Beginning in mid-July 1943 and more so in August, however, these two newspapers began publishing detailed and increasingly critical accounts of the depth and scope of the famine, its impact on society, and the nature of British, Hindu, and Muslim political responses. For example, a headline in Amrita Bazar Patrika that month warned "The Famine conditions of 1770 are already upon us," alluding to an earlier Bengal famine that caused the deaths of one third of Bengal's population. It also published an editorial cartoon showing starving peasants gazing at distant international food aid ships with the caption "A Mirage! A Mirage!" The Statesmans reportage and commentary were similarly pointed, as for example when it opined that the famine was "man-made".

A turning point in news coverage came in late August 1943, when the editor of The Statesman, Ian Stephens, had a series of graphic photographs of the victims taken, some of which he published on 22 and 29 August. Publication of the images greatly affected both domestic and international perceptions and sparked an international media frenzy. In Britain, The Guardian called the situation "horrible beyond description". Not only had the rest of the world been unaware of the famine: many in India itself had had little idea of the scope of it.

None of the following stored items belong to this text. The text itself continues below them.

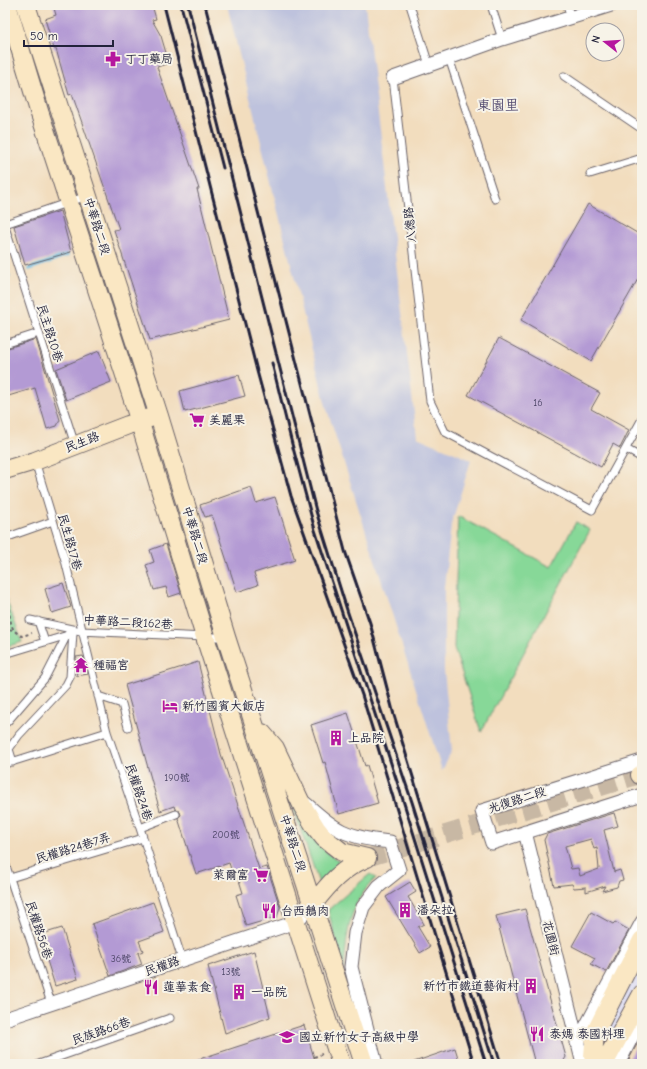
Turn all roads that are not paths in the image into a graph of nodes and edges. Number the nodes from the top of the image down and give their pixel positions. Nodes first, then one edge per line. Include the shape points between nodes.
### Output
1 (7, 5) edge
2 (26, 5) edge
3 (410, 5) edge
4 (491, 5) edge
5 (567, 5) edge
6 (611, 5) edge
7 (571, 18) junction
8 (502, 39) junction
9 (449, 58) junction
10 (429, 65) junction
11 (564, 76) dead end
12 (393, 78) joint
13 (642, 129) edge
14 (642, 158) edge
15 (590, 174) dead end
16 (87, 196) junction
17 (495, 199) dead end
18 (68, 202) junction
19 (5, 224) edge
20 (5, 227) edge
21 (39, 333) junction
22 (5, 344) edge
23 (159, 416) junction
24 (642, 419) edge
25 (140, 421) junction
26 (75, 445) junction
27 (626, 449) junction
28 (642, 458) edge
29 (35, 461) junction
30 (5, 470) edge
31 (53, 521) junction
32 (5, 538) edge
33 (30, 620) dead end
34 (38, 621) junction
35 (81, 631) junction
36 (70, 634) junction
37 (205, 637) junction
38 (226, 637) junction
39 (45, 642) junction
40 (5, 654) edge
41 (98, 696) junction
42 (7, 722) dead end
43 (254, 723) junction
44 (128, 727) dead end
45 (107, 732) junction
46 (13, 762) junction
47 (5, 764) edge
48 (641, 770) edge
49 (642, 795) edge
50 (298, 796) junction
51 (176, 814) dead end
52 (140, 828) junction
53 (525, 832) junction
54 (143, 838) junction
55 (5, 863) edge
56 (10, 878) junction
57 (314, 904) junction
58 (296, 922) junction
59 (642, 922) edge
60 (642, 940) edge
61 (182, 960) junction
62 (642, 965) edge
63 (642, 994) edge
64 (51, 1003) junction
65 (642, 1017) edge
66 (170, 1018) dead end
67 (5, 1019) edge
68 (578, 1043) junction
69 (592, 1062) edge
70 (39, 1064) edge
71 (341, 1064) edge
72 (364, 1064) edge
73 (376, 1064) edge
74 (618, 1064) edge

1 - 18 street, 中華路二段
2 - 16 street, 中華路二段
3 - 10 lane
4 - 8 lane
5 - 7 lane
6 - 7 street, 八德路
7 - 8 street, 八德路
8 - 9 street, 八德路
9 - 10 street, 八德路
9 - 17 lane
10 - 12 street, 八德路
11 - 13 lane
12 - 27 lane, 八德路 via 430,401 445,432 592,510
14 - 15 lane
16 - 18 lane
16 - 23 street, 中華路二段
18 - 19 lane
18 - 25 street, 中華路二段
20 - 21 lane, 民主路10巷
21 - 22 lane
21 - 26 lane, 民主路10巷
23 - 25 street, 民生路
23 - 38 street, 中華路二段
24 - 27 lane
25 - 26 street, 民生路
25 - 37 street, 中華路二段
26 - 29 street, 民生路
27 - 28 lane
29 - 30 street, 民生路
29 - 31 lane, 民生路17巷
31 - 32 lane
31 - 35 lane, 民生路17巷 via 65,560
33 - 34 lane, 中華路二段162巷
34 - 35 lane, 中華路二段162巷
34 - 39 lane
35 - 36 lane
35 - 37 lane, 中華路二段162巷
35 - 41 lane, 民權路24巷
36 - 39 lane
36 - 42 lane via 45,678
36 - 46 lane via 70,677 66,686 9,749
37 - 38 lane, 中華路二段162巷
37 - 58 street, 中華路二段
38 - 43 street, 中華路二段
39 - 40 lane
41 - 44 lane via 122,704
41 - 45 lane, 民權路24巷
43 - 50 street via 275,748
43 - 57 street, 中華路二段
45 - 46 lane
45 - 52 lane, 民權路24巷
46 - 47 lane
48 - 53 street, 光復路二段 via 482,811 492,843
49 - 53 street, 光復路二段
50 - 57 street via 324,838 342,852 367,858 354,863 340,874
50 - 73 street, 中華路二段 via 341,831 390,842 399,870 379,886 363,907 355,933 350,967
51 - 52 lane
52 - 54 lane, 民權路24巷
53 - 68 street, 花園街
54 - 56 lane, 民權路24巷7弄
54 - 61 lane, 民權路24巷
55 - 56 lane, 民權路56巷
56 - 64 lane, 民權路56巷
57 - 58 street, 民權路
57 - 72 street, 中華路二段
58 - 61 street, 民權路
58 - 71 street, 中華路二段
59 - 68 street
60 - 69 street via 594,1032
61 - 64 street, 民權路
62 - 69 street
63 - 69 street
64 - 67 street, 民權路
65 - 74 street
66 - 70 lane, 民族路66巷
68 - 69 street, 花園街

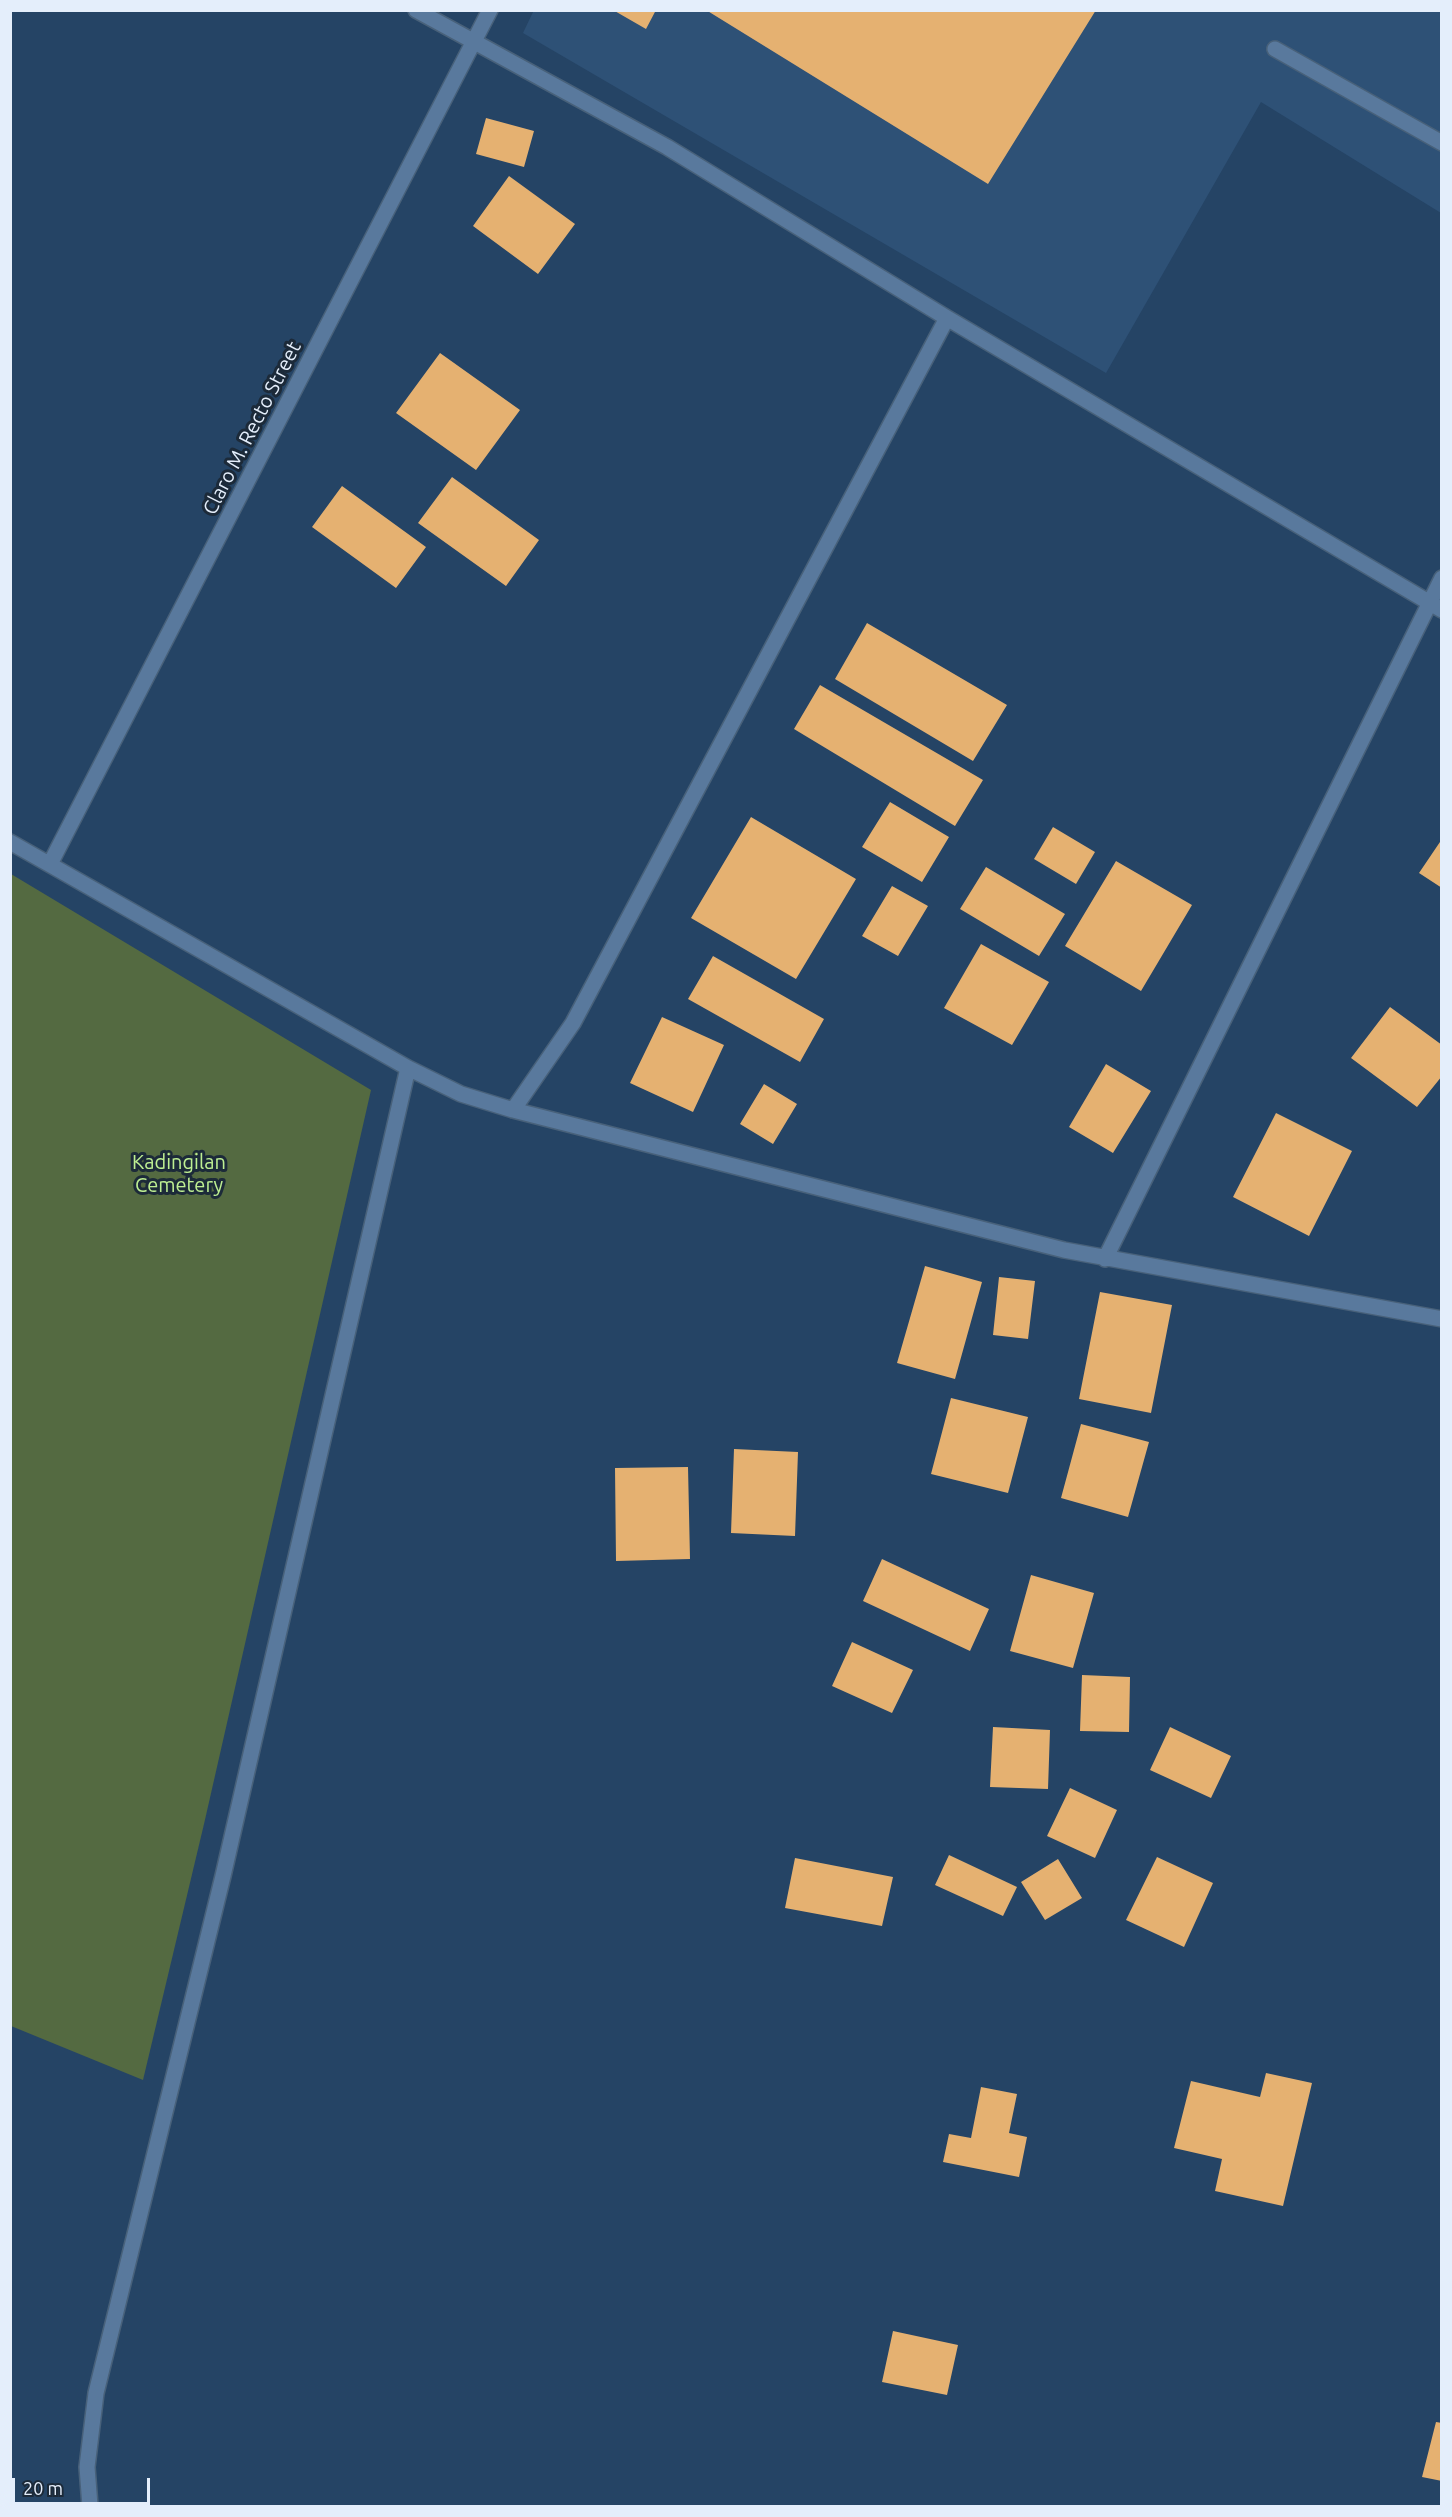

The images had a profound effect and marked "for many, the beginning of the end of colonial rule". Stephens' decision to publish them and to adopt a defiant editorial stance won accolades from many (including the Famine Inquiry Commission), and has been described as "a singular act of journalistic courage and conscientiousness, without which many more lives would have surely been lost". The photographs spurred Amrita Bazar Patrika and the Indian Communist Party's organ, The People's War, to publish similar images; the latter would make photographer Sunil Janah famous.